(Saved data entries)
▼▼▼

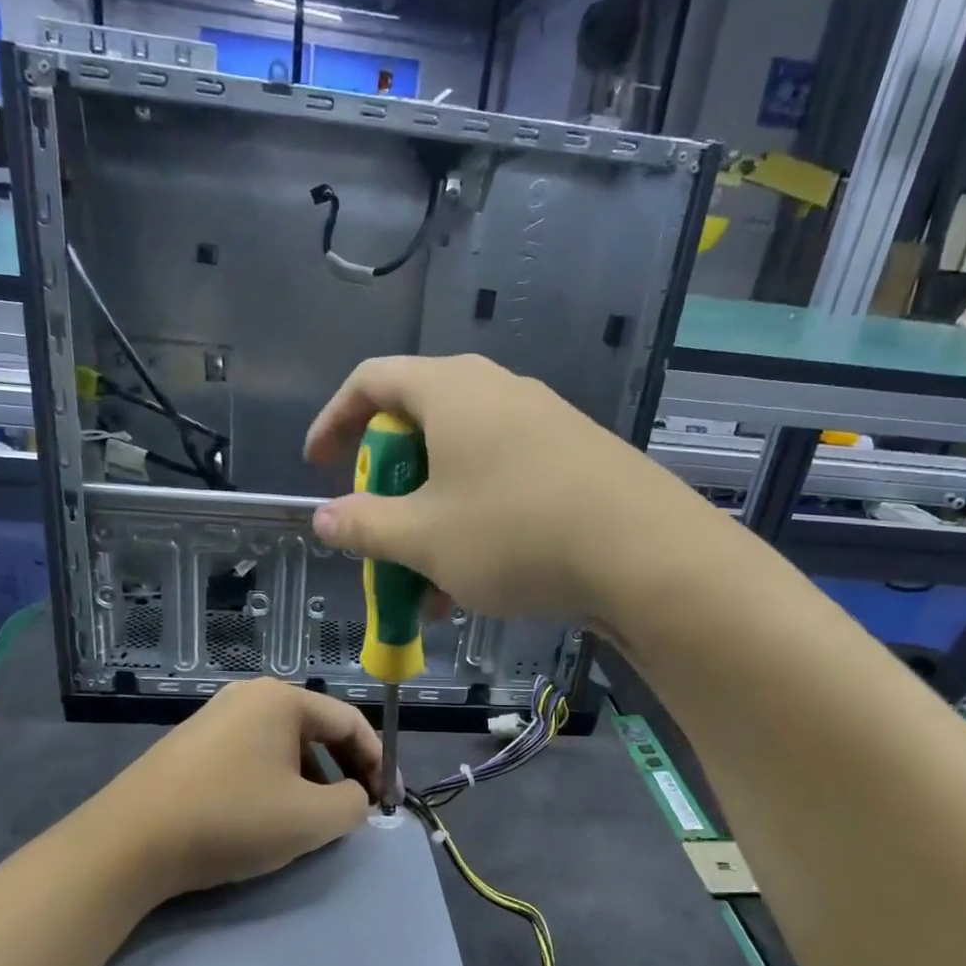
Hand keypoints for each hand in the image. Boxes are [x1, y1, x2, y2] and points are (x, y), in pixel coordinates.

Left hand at [100, 679, 380, 896]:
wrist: (129, 842)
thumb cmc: (231, 819)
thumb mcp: (310, 818)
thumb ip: (353, 804)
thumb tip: (353, 797)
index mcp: (282, 699)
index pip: (350, 722)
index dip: (377, 761)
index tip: (388, 800)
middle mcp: (249, 696)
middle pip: (316, 729)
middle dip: (343, 770)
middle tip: (356, 809)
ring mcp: (215, 716)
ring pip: (283, 744)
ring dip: (309, 778)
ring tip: (312, 819)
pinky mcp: (191, 743)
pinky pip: (251, 754)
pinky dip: (274, 780)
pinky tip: (266, 815)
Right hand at [303, 354, 675, 621]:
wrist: (647, 555)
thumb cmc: (515, 534)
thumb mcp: (424, 538)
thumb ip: (364, 525)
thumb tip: (324, 518)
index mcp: (451, 391)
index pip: (371, 381)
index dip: (333, 421)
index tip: (318, 466)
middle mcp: (497, 391)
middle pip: (419, 425)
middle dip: (388, 486)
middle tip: (379, 531)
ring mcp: (542, 423)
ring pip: (463, 465)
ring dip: (432, 519)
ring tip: (426, 584)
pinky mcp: (575, 458)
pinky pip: (503, 481)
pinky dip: (474, 523)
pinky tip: (476, 584)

▲▲▲

What the task asks
Write out all the records again, exactly, minus any pictures.

Task solution
Hand keypoints for each hand in the image. Boxes are [x1, y1, x2, y2] and points are (x, y), in pixel coordinates.

Left hand at [100, 679, 380, 896]:
wrist: (129, 842)
thumb cmc: (231, 819)
thumb mcp: (310, 818)
thumb ip: (353, 804)
thumb tip: (353, 797)
index mcp: (282, 699)
index pip: (350, 722)
index dip: (377, 761)
index tip: (388, 800)
middle mcp: (249, 696)
middle pip: (316, 729)
middle dip: (343, 770)
middle tip: (356, 809)
ring mcp: (215, 716)
ring pip: (283, 744)
ring dip: (309, 778)
ring tip: (312, 819)
pinky mcp: (191, 743)
pinky pip: (251, 754)
pinky dip: (274, 780)
pinky tip: (266, 815)
Right hand at [303, 354, 675, 621]:
wrist: (647, 555)
thumb cmc: (515, 534)
thumb mcp: (424, 538)
thumb ip: (364, 525)
thumb tip: (324, 518)
index mcp: (451, 391)
index pip: (371, 381)
index dip: (333, 421)
index tip: (318, 466)
middle mcp: (497, 391)
middle pip: (419, 425)
middle dip: (388, 486)
middle tip: (379, 531)
ring mcp: (542, 423)
ring pip: (463, 465)
ring dip: (432, 519)
ring tip: (426, 584)
pinky mcp: (575, 458)
pinky pip: (503, 481)
pinky dip: (474, 523)
pinky tip: (476, 584)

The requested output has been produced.